Get Government Out Of … Lunchboxes?

turkey sandwichImagine you’ve packed your daughter’s lunch. It’s the usual fare for a rather particular four-year-old—turkey and cheese on whole wheat, a banana, some chips, and apple juice.  At the end of the day, the lunch box is returned full along with a note from the school. The lunch inspector did not think your child’s meal met federal standards. Oh, and by the way, the note requested $1.25 for the replacement approved meal. You ask your daughter for more information and she tells you the only thing she liked on the school lunch tray was chicken nuggets.

Unbelievable, right?

Recently this happened to a  North Carolina preschool student.  Her home packed lunch was replaced by a school inspector. The worker believed it did not meet USDA standards as required by law and insisted the child eat an accepted school lunch. A picky eater, she ate only the chicken nuggets, throwing the rest in the trash. A note was sent home to the parent along with a charge for the school meal. Understandably, the parent was upset. She wondered why the school didn’t tell her there was a problem first.  It makes us question: Who is in charge of our childrens’ meal planning?

Do government officials have the right to tell us what to feed our children?  State licensed schools and daycare programs can require parents to provide pre-kindergarten children with an approved USDA lunch or insist that the child eat an alternative meal (provided by the school and in many cases, paid for by the parent).  Note: In the NC case, school leaders have said they weren’t aware of these actions and think the employee may have misinterpreted the state regulations.

The case of the chicken nugget lunch brings to the forefront the issue of who can tell us what to feed our children at school.  No one disputes that it is important that growing bodies need good nutritious meals throughout the day. However, does the government have the right to only allow a child to eat “healthy lunches?” Is what is healthy at their discretion?
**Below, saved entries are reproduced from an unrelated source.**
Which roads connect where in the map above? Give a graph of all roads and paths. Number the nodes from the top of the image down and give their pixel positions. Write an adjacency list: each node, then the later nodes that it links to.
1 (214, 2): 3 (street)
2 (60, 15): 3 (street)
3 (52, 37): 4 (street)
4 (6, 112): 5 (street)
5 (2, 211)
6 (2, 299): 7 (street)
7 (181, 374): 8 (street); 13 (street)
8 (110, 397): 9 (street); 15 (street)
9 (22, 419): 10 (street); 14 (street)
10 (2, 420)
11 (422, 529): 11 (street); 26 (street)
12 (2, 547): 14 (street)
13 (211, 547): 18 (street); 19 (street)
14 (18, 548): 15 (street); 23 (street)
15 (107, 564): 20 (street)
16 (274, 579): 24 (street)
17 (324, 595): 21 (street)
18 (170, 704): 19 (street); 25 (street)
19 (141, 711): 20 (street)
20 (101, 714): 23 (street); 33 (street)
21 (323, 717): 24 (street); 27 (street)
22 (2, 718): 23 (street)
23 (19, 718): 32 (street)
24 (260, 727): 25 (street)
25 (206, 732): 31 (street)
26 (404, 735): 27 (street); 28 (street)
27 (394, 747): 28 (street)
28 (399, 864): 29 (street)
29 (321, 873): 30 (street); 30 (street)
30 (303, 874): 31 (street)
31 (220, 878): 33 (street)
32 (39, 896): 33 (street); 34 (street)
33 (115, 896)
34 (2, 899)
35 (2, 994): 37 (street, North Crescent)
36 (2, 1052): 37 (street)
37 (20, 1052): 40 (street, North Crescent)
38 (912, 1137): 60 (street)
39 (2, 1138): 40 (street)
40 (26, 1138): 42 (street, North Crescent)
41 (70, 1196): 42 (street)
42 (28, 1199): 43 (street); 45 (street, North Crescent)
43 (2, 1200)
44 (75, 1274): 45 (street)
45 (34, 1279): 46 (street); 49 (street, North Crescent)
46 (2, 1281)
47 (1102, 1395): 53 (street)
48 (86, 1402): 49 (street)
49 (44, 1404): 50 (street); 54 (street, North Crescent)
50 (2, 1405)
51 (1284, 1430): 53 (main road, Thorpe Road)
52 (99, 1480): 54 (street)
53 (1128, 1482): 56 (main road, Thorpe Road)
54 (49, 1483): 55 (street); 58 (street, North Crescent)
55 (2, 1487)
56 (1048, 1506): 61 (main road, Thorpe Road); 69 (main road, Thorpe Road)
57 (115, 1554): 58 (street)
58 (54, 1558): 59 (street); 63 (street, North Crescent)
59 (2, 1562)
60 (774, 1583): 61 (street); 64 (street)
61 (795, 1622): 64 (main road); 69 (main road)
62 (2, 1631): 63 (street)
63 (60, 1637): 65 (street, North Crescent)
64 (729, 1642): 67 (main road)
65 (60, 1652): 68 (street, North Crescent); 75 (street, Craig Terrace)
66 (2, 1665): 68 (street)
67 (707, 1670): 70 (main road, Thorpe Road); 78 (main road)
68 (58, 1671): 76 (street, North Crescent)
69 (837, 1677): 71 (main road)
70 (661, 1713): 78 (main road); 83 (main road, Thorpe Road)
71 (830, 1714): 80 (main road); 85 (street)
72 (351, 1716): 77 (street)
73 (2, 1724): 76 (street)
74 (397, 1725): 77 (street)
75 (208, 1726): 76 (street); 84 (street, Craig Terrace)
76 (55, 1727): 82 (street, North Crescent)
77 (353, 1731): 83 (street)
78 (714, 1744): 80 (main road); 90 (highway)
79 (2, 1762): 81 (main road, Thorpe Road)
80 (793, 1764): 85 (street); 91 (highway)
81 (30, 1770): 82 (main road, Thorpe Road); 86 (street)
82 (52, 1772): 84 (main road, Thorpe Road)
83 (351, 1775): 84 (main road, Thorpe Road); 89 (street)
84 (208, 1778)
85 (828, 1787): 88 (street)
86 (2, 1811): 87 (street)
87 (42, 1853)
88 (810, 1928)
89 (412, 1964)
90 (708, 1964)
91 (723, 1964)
How much government intrusion can be tolerated? What are a parent’s options?  What if a child has food intolerance or other health restrictions of which the food inspectors are unaware? What if there are religious restrictions for certain foods? What if the concerned parent wants his child to eat only organic, free-range products?

There is concern that many parents today do not know how or want to take the time to pack a nutritious meal. We hear the stories of children sent to school with cookies and a soda. Some in schools believe educators know what is better for children than parents.  Is this a good enough excuse for the government to step in? Or would it be better to provide parents with nutritional meal suggestions and recipes. Do you give away your parental rights sending your child to a state run public school? Do parents give the government ability to dictate what food the children are served?

Others argue that providing healthy foods is too costly. The government does provide a safety net for families with lower income. Accepting government assistance comes with a price; once you take something they may feel compelled to request something in return, to regulate what you do, say, or eat. So it is no surprise then if you want to receive a school lunch the government will have a say in the food options.  While many who oppose Federal Government involvement are okay with regulations from the State or Local level there are even more who believe the responsibility for meals should lie entirely with the parent. Parents who want to pack lunch should be allowed.

After all, do you want to leave lunch up to an agency that believes pizza counts as a vegetable?